Pam Martens of Wall Street on Parade does some excellent work, and I have featured her articles several times on this site. Most recently, I highlighted her article: New York is Drowning in Bribes and Corruption, which was a particularly popular post. In the article I have chosen today, she dives into a topic frequently discussed on the Wall Street on Parade site. Namely, the incestuous and entirely inappropriate relationship between JP Morgan and law enforcement, including the CIA itself. No wonder no one ever gets in trouble or goes to jail…

Here are some excerpts from her latest:

The nonstop crime news swirling around JPMorgan Chase for a solid 18 months has started to feel a little spooky – they do lots of crime but never any time; and with each closed case, a trail of unanswered questions remains in the public’s mind.

One reason that JPMorgan may have such a spooky feel is that it has aligned itself in no small way with real-life spooks, the CIA kind.

Just when the public was numbing itself to the endless stream of financial malfeasance which cost JPMorgan over $30 billion in fines and settlements in just the past 13 months, we learned on January 28 of this year that a happy, healthy 39-year old technology Vice President, Gabriel Magee, was found dead on a 9th level rooftop of the bank’s 33-story European headquarters building in the Canary Wharf section of London.
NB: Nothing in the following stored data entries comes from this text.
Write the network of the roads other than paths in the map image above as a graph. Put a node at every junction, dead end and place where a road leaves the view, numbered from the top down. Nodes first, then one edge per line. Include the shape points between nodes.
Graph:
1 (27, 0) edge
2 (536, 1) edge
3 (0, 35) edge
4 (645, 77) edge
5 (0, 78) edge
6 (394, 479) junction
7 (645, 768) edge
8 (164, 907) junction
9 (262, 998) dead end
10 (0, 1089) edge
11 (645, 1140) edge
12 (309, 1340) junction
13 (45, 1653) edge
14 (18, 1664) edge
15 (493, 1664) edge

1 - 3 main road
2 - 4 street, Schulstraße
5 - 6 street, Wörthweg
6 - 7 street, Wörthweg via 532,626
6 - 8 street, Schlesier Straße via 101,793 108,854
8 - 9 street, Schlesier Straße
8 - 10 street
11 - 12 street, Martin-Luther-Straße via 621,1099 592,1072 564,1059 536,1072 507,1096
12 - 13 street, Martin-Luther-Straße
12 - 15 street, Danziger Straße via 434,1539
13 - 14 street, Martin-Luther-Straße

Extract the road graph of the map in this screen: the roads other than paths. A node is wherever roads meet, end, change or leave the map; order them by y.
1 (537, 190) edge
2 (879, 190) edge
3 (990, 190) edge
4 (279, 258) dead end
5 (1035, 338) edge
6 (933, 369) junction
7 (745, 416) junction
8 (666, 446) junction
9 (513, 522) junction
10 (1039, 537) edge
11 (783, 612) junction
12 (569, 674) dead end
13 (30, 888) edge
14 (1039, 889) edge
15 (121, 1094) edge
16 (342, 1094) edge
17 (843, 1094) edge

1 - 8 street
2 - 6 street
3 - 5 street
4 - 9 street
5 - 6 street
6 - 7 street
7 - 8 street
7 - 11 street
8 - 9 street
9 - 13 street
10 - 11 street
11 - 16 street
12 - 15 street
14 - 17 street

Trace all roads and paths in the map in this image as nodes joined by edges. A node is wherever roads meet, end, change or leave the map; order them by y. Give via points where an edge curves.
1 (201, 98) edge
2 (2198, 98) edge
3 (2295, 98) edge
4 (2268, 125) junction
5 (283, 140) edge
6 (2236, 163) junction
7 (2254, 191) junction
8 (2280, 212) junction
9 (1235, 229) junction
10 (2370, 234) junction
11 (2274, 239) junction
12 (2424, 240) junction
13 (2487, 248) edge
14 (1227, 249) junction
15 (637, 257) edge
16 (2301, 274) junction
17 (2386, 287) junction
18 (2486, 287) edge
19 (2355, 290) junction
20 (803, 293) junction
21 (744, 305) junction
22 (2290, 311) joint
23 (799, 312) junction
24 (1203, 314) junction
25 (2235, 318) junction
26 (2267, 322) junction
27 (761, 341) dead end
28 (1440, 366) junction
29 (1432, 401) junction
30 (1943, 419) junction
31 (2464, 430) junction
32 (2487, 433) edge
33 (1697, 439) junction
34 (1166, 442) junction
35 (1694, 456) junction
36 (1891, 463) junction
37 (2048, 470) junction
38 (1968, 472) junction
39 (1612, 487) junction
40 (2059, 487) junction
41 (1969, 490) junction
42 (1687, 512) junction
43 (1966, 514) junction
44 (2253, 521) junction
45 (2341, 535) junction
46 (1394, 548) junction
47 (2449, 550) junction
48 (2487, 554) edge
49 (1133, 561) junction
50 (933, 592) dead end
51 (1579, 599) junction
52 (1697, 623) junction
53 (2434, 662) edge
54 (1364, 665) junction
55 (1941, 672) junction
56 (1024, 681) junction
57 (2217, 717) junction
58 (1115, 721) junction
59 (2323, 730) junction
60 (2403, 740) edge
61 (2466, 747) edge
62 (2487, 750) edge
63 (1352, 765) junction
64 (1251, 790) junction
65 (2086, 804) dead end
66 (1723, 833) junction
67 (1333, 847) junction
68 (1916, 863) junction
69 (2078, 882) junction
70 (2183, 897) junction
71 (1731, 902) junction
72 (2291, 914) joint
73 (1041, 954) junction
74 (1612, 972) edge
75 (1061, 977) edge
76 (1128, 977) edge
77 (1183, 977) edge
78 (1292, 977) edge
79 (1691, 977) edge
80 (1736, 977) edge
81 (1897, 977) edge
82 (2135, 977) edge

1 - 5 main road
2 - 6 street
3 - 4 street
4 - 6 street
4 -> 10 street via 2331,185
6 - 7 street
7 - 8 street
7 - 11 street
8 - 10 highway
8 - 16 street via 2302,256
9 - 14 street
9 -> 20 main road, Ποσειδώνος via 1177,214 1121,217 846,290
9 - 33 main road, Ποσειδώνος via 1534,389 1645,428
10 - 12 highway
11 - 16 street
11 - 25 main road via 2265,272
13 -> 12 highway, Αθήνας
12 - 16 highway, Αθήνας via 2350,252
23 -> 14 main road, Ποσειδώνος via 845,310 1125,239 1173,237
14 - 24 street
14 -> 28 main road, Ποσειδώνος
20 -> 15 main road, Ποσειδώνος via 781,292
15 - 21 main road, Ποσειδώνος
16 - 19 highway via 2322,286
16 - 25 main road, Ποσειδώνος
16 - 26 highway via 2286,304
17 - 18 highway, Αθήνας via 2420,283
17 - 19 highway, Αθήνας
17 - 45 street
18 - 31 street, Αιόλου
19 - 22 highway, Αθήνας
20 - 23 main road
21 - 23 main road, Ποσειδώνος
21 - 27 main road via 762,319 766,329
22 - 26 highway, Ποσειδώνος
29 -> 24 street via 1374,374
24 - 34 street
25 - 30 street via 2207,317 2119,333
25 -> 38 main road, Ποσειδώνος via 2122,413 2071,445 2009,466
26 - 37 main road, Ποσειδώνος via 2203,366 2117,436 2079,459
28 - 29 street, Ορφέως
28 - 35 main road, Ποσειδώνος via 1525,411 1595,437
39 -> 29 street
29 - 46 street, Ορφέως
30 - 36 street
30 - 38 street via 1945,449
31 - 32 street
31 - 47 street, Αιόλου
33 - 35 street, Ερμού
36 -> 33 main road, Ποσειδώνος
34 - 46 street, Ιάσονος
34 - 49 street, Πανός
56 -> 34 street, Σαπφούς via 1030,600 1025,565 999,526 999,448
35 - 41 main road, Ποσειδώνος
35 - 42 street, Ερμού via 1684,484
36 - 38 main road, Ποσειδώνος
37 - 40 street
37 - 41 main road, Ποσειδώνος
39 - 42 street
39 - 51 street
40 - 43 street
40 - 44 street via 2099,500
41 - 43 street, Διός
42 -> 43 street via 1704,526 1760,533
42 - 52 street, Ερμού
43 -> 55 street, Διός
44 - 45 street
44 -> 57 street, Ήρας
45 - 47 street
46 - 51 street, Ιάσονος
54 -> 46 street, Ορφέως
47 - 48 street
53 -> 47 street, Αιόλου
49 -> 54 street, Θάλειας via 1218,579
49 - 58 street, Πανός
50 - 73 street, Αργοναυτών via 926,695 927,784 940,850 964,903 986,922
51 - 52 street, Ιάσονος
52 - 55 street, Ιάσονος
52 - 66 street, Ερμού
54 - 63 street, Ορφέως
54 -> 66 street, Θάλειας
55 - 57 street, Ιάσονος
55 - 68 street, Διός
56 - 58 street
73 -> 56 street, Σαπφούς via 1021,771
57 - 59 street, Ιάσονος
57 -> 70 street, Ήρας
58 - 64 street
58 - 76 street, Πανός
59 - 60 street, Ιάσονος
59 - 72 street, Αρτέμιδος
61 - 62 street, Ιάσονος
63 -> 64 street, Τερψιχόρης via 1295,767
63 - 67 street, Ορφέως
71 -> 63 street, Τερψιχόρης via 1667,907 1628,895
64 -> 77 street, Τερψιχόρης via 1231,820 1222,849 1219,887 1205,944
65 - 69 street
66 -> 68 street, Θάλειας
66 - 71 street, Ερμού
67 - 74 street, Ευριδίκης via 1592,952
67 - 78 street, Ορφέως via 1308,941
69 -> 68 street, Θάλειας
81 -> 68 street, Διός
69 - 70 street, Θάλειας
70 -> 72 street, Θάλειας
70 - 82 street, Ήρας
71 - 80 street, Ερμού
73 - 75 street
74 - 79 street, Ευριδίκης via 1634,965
The way the news of this tragic and sudden death was stage-managed by highly skilled but invisible hands, turning a demonstrably suspicious incident into a cut-and-dried suicide leap from the rooftop (devoid of eyewitnesses or  motivation) had all the hallmarks of a sophisticated covert operation or coverup.

The London Evening Standard newspaper reported the same day that “A man plunged to his death from a Canary Wharf tower in front of thousands of horrified commuters today.” Who gave that completely fabricated story to the press? Commuters on the street had no view of the body because it was 9 floors up on a rooftop – a rooftop that is accessible from a stairwell inside the building, not just via a fall from the roof. Adding to the suspicions, Magee had emailed his girlfriend the evening before telling her he was finishing up and would be home shortly.

If JPMorgan’s CEO, Jamie Dimon, needed a little crisis management help from operatives, he has no shortage of people to call upon. Thomas Higgins was, until a few months ago, a Managing Director and Global Head of Operational Control for JPMorgan. (A BusinessWeek profile shows Higgins still employed at JPMorgan while the New York Post reported that he left late last year.) What is not in question is that Higgins was previously the Senior Officer and Station Chief in the CIA’s National Clandestine Service, a component of which is the National Resources Division. (Higgins’ bio is printed in past brochures of the CIA Officers Memorial Foundation, where Higgins is listed with his JPMorgan job title, former CIA job title, and as a member of the Foundation’s Board of Directors for 2013.)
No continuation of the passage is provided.